**ACTIVITY:**
What lines in the records below contain the string "Полтавский"? Copy every one.

==========

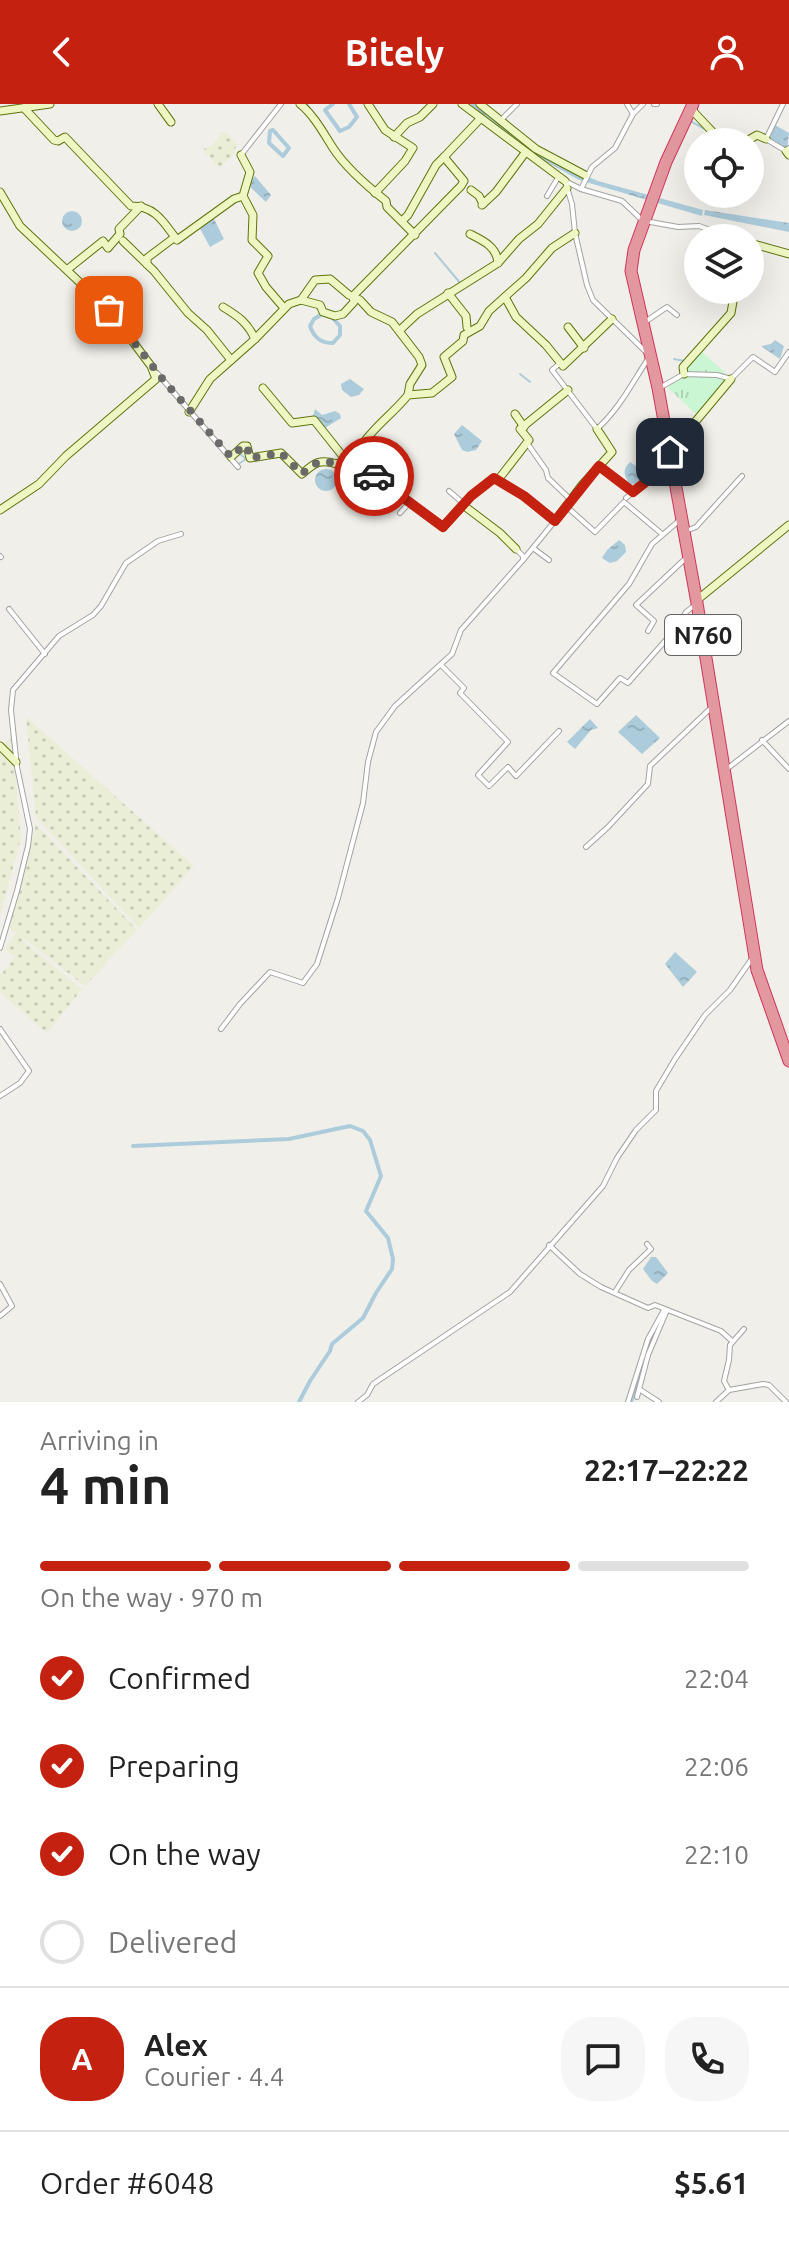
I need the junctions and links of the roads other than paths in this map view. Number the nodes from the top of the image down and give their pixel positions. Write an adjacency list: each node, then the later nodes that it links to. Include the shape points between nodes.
1 (50, 104): 15 (street)
2 (158, 104): 19 (street)
3 (281, 104): 27 (street)
4 (300, 104): 33 (street)
5 (368, 104): 22 (street)
6 (433, 104): 22 (street)
7 (462, 104): 17 (street)
8 (480, 104): 18 (street)
9 (517, 104): 18 (street)
10 (627, 104): 16 (street)
11 (783, 104): 23 (street)
12 (643, 105): 16 (street)
13 (689, 106): 20 (street); 37 (highway, N760, via 669,170)
14 (7, 108): 15 (street)
15 (24, 108): 36 (street, via 54,140 65,137 131,206)
16 (633, 114): 28 (street, via 615,148)
17 (480, 119): 21 (street); 26 (street)
18 (501, 121): 21 (street); 28 (street, via 536,149)
19 (171, 122)
20 (707, 128)
21 (493, 129): 25 (street)
22 (394, 137): 33 (street, via 412,150)
23 (766, 139): 24 (street)
24 (788, 151)
25 (525, 153): 29 (street); 31 (street, via 482,205)
26 (446, 154): 38 (street); 42 (street, via 464,181)
27 (241, 155): 34 (street, via 250,172)
28 (585, 175): 30 (street)
29 (564, 182): 30 (street); 35 (street); 40 (street); 47 (street, via 538,224)
30 (581, 187): 37 (street, via 622,201)
31 (471, 190)
32 (0, 192): 49 (street, via 16,222)
33 (375, 193): 38 (street)
34 (243, 196): 43 (street, via 184,238); 56 (street, via 253,215 252,240 268,256 258,273)
35 (547, 196)
36 (141, 206): 43 (street, via 157,214); 49 (street, via 108,248 103,241)
37 (646, 218): 39 (street); 59 (highway, N760, via 631,271)
38 (402, 221): 42 (street)
39 (684, 227)
40 (575, 233): 52 (street, via 552,248); 58 (street, via 593,300)
41 (470, 234): 47 (street, via 494,249)
42 (415, 235): 51 (street)
43 (175, 237): 48 (street, via 154,251)
44 (123, 241): 48 (street)
45 (764, 247): 46 (street)
46 (789, 254)
47 (498, 263): 50 (street)
48 (147, 264): 67 (street)
49 (68, 269): 69 (street, via 109,310)
50 (448, 293): 60 (street); 61 (street, via 466,316)
51 (353, 296): 53 (street, via 330,279 315,280); 53 (street, via 348,310 335,316); 60 (street)
52 (505, 297): 68 (street, via 516,317); 75 (street, via 444,357 452,377 432,393)
53 (301, 300): 56 (street)
54 (731, 304): 70 (street, via 731,313 683,367)
55 (223, 307): 63 (street, via 242,319)
56 (284, 308): 63 (street)
57 (677, 315): 59 (street, via 667,307)
58 (612, 319): 64 (street); 66 (street)
59 (643, 323): 66 (highway, N760)
60 (399, 326): 75 (street, via 422,365)
61 (467, 327)
62 (568, 327): 64 (street)
63 (255, 339): 67 (street)
64 (584, 348): 68 (street, via 563,366)
65 (789, 352): 71 (street, via 775,372 753,357)
66 (649, 356): 73 (highway, N760); 79 (street, via 631,389)
67 (231, 360): 76 (street, via 210,379)
68 (560, 363): 74 (street, via 552,370)
69 (151, 366): 76 (street); 94 (street, via 156,379 39,484)
70 (684, 374): 71 (street); 73 (street)
71 (731, 379): 81 (street)
72 (263, 388): 83 (street, via 292,423 314,420)
73 (658, 388): 81 (highway, N760)
74 (568, 390): 78 (street); 79 (street)
75 (408, 395): 83 (street)
76 (189, 412): 82 (street)
77 (515, 414): 78 (street)
78 (524, 427): 80 (street, via 520,429)
79 (597, 429): 84 (street, via 612,452)
80 (526, 443): 87 (street); 92 (street)
81 (670, 452): 89 (street, via 661,456 662,469); 96 (highway, N760)
82 (231, 457): 83 (street, via 243,446 250,458 281,453 302,474 324,460); 85 (street)
83 (349, 461): 91 (street)
84 (599, 466): 89 (street); 92 (street)
85 (238, 467)
86 (742, 476): 99 (street, via 696,527)
87 (498, 480): 93 (street); 97 (street)
88 (449, 491): 93 (street)
89 (631, 493): 90 (street)
90 (626, 498)
91 (411, 501): 93 (street, via 443,527); 95 (street)
92 (569, 503): 97 (street); 101 (street, via 595,532 624,502)
93 (463, 505): 103 (street)
94 (0, 510)
95 (400, 513)
96 (682, 518): 99 (highway, N760); 101 (street)
97 (555, 521): 102 (street)
98 (789, 525): 107 (street)
99 (684, 532): 104 (highway, N760)
100 (181, 534): 110 (street, via 158,541 126,563 93,615 59,636)
101 (662, 534): 107 (street, via 629,584 553,673 597,704 620,678 628,683)
102 (533, 548): 105 (street); 106 (street)
103 (516, 549): 105 (street)
104 (689, 556): 107 (highway, N760); 109 (street, via 636,605 654,621)
105 (523, 560): 111 (street, via 469,617 454,651)
106 (549, 560)
107 (697, 602): 112 (highway, N760)
108 (9, 609): 110 (street)
109 (648, 631)
110 (45, 654): 117 (street, via 13,690)
111 (441, 665): 114 (street, via 464,688 460,693 508,742 478,775 489,786 508,767 516,776); 124 (street, via 395,706 376,732 363,803 317,964 303,983 270,972)
112 (715, 705): 119 (highway, N760); 120 (street, via 650,766 648,784)
113 (789, 721): 115 (street)
114 (559, 731)
115 (762, 740): 118 (street); 119 (street)
116 (0, 746): 117 (street)
117 (16, 762): 121 (street, via 28,817 28,846)
118 (789, 769)
119 (726, 770): 122 (highway, N760)
120 (586, 847)
121 (0, 948)
122 (755, 956): 125 (highway, N760); 128 (street, via 675,1059 656,1091 656,1110 636,1130 603,1186)
123 (0, 1029): 126 (street, via 29,1071)
124 (221, 1029)
125 (789, 1061)
126 (0, 1096)
127 (647, 1244): 130 (street, via 651,1249)
128 (549, 1245): 130 (street, via 580,1274); 138 (street, via 510,1292 383,1377)
129 (0, 1284): 132 (street, via 12,1306)
130 (615, 1292): 131 (street, via 648,1308)
131 (666, 1310): 134 (street, via 721,1331); 135 (street); 139 (street, via 648,1339)
132 (0, 1316)
133 (744, 1329): 134 (street)
134 (732, 1341): 136 (street, via 724,1381)
135 (639, 1389): 137 (street); 140 (street)
136 (729, 1390): 141 (street); 142 (street, via 769,1385)
137 (637, 1397)
138 (358, 1402)
139 (628, 1402)
140 (659, 1402)
141 (716, 1402)
142 (786, 1402)

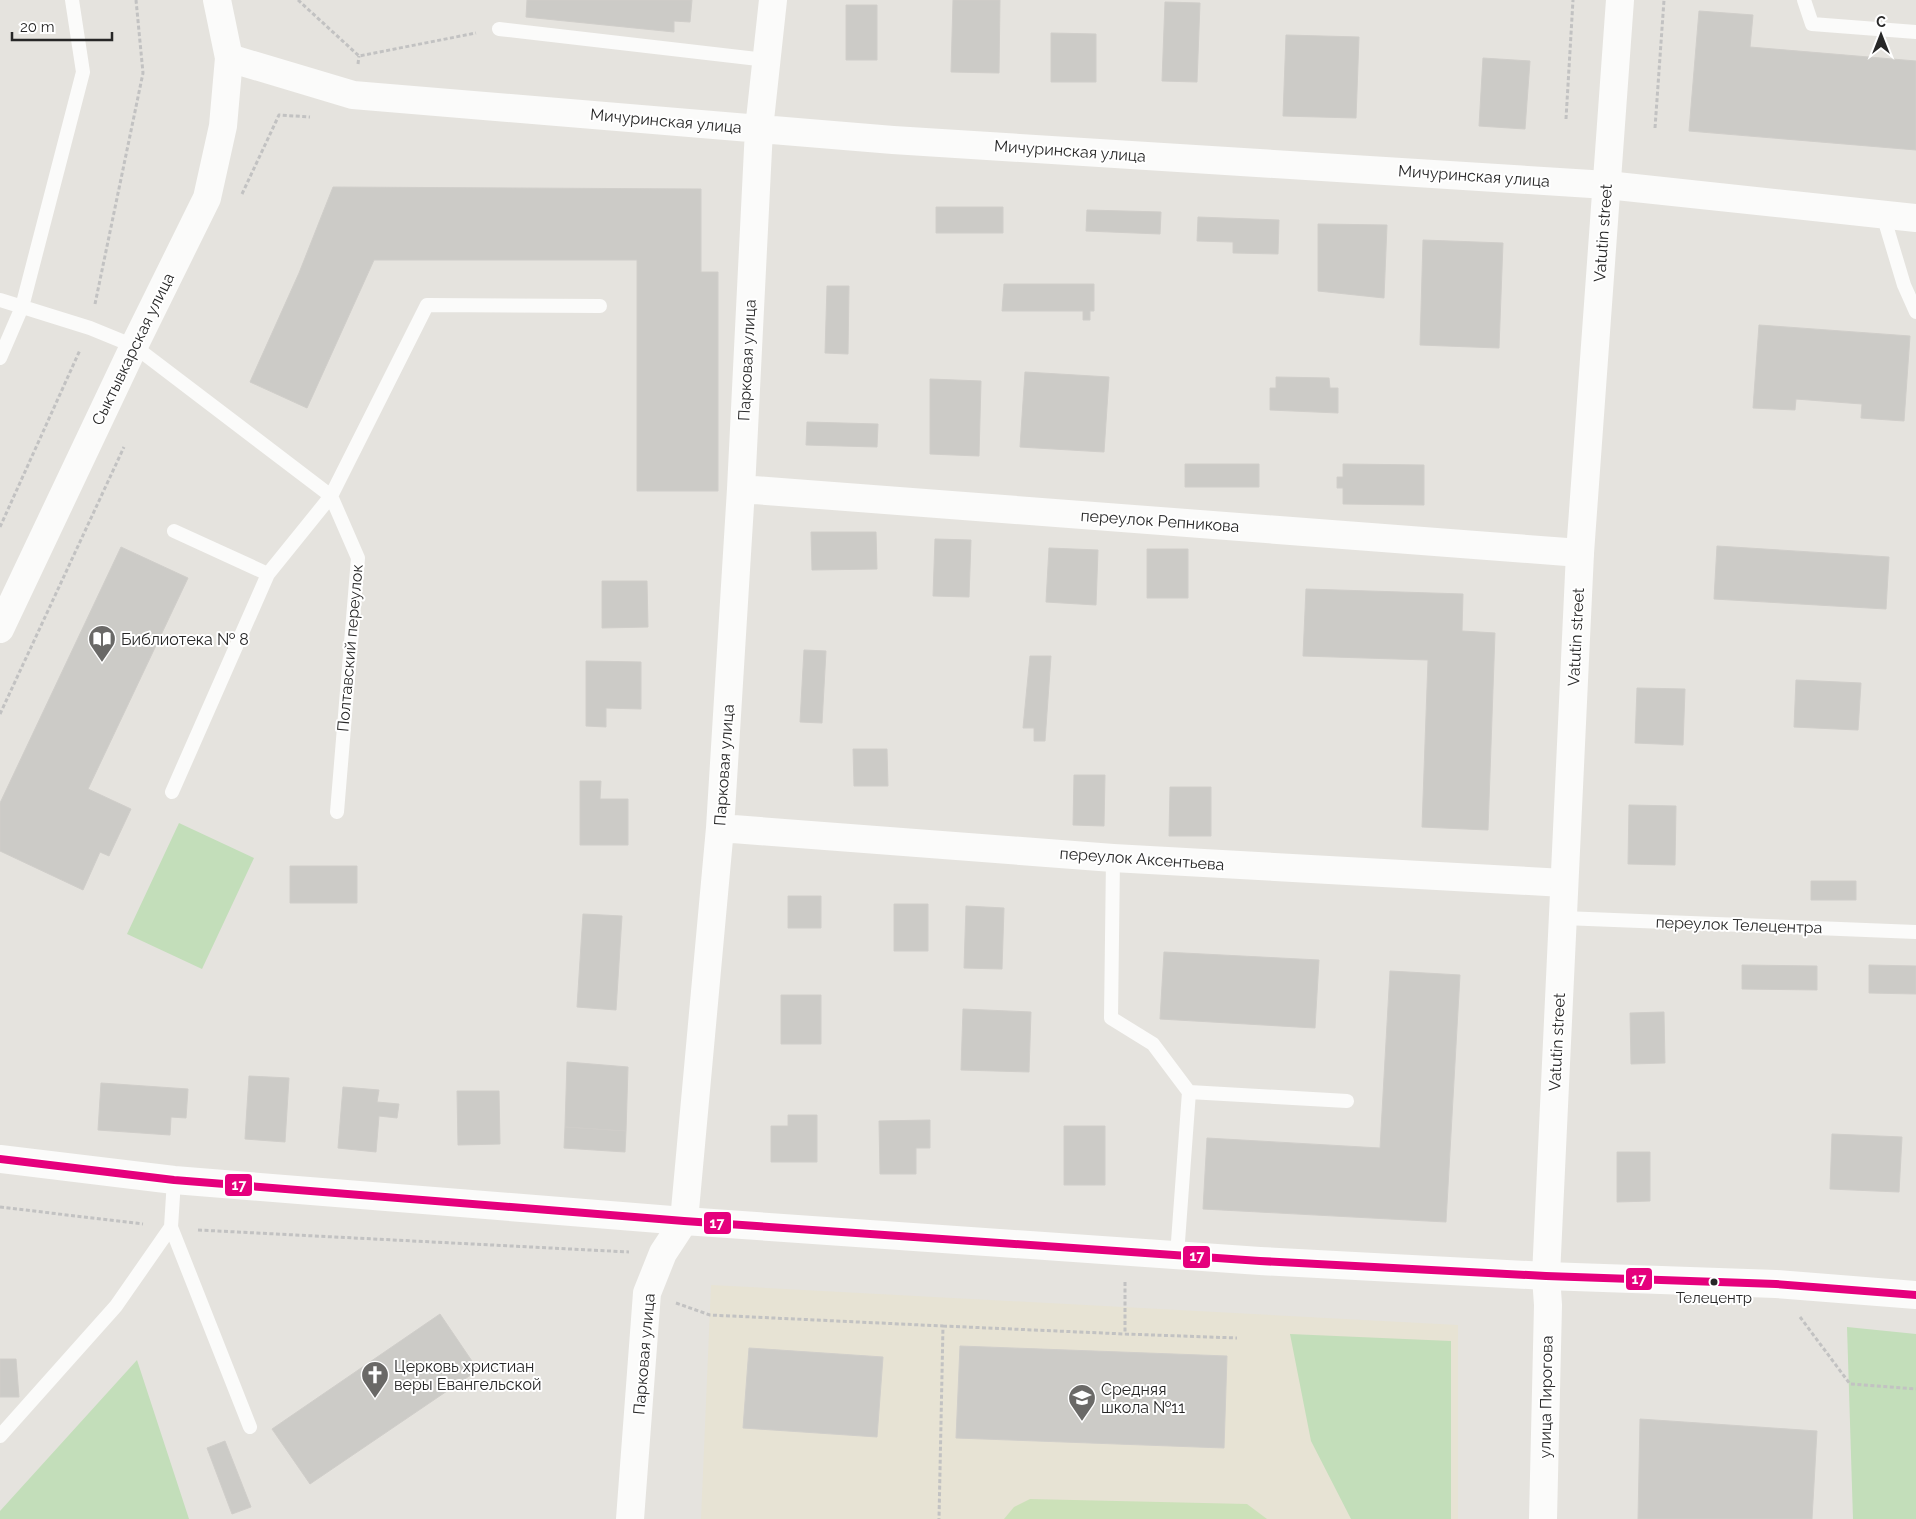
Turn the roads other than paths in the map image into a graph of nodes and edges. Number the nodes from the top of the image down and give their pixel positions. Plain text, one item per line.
1 (72, 0) edge
2 (216, 0) edge
3 (772, 0) edge
4 (1620, 0) edge
5 (1804, 0) edge
6 (498, 29) road end
7 (1916, 32) edge
8 (229, 58) junction
9 (766, 60) junction
10 (759, 129) junction
11 (1607, 185) junction
12 (1884, 215) junction
13 (1916, 218) edge
14 (0, 300) edge
15 (600, 306) dead end
16 (22, 307) junction
17 (1916, 312) edge
18 (134, 346) junction
19 (0, 358) edge
20 (740, 489) junction
21 (331, 496) junction
22 (174, 531) dead end
23 (1580, 553) junction
24 (268, 574) junction
25 (0, 629) edge
26 (172, 792) dead end
27 (336, 812) dead end
28 (720, 828) junction
29 (1113, 858) junction
30 (1564, 882) junction
31 (1563, 918) junction
32 (1916, 932) edge
33 (1189, 1092) junction
34 (1347, 1101) dead end
35 (0, 1159) edge
36 (174, 1180) junction
37 (684, 1221) junction
38 (171, 1227) junction
39 (1177, 1255) junction
40 (1546, 1276) junction
41 (1916, 1295) edge
42 (250, 1427) dead end
43 (0, 1436) edge
44 (630, 1519) edge
45 (1543, 1519) edge

1 - 16 lane
2 - 8 street, Сыктывкарская улица
3 - 9 street, Парковая улица
4 - 11 street, Vatutin street
5 - 7 lane
6 - 9 lane
8 - 10 street, Мичуринская улица
8 - 18 street, Сыктывкарская улица
9 - 10 street, Парковая улица
10 - 11 street, Мичуринская улица
10 - 20 street, Парковая улица
11 - 12 street, Мичуринская улица
11 - 23 street, Vatutin street
12 - 13 street, Мичуринская улица
12 - 17 lane
14 - 16 lane, Полтавский переулок
15 - 21 lane
16 - 18 lane, Полтавский переулок
16 - 19 lane
18 - 21 lane, Полтавский переулок
18 - 25 street, Сыктывкарская улица
20 - 23 street, переулок Репникова
20 - 28 street, Парковая улица
21 - 24 lane
21 - 27 lane, Полтавский переулок
22 - 24 lane
23 - 30 street, Vatutin street
24 - 26 lane
28 - 29 street, переулок Аксентьева
28 - 37 street, Парковая улица
29 - 30 street, переулок Аксентьева
29 - 33 lane
30 - 31 street, Vatutin street
31 - 32 lane, переулок Телецентра
31 - 40 street, Vatutin street
33 - 34 lane
33 - 39 lane
35 - 36 street
36 - 37 street
36 - 38 lane
37 - 39 street
37 - 44 street, Парковая улица
38 - 42 lane
38 - 43 lane
39 - 40 street
40 - 41 street
40 - 45 street, улица Пирогова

==========

**THE ANSWER:**
14 - 16 lane, Полтавский переулок
16 - 18 lane, Полтавский переулок
18 - 21 lane, Полтавский переулок
21 - 27 lane, Полтавский переулок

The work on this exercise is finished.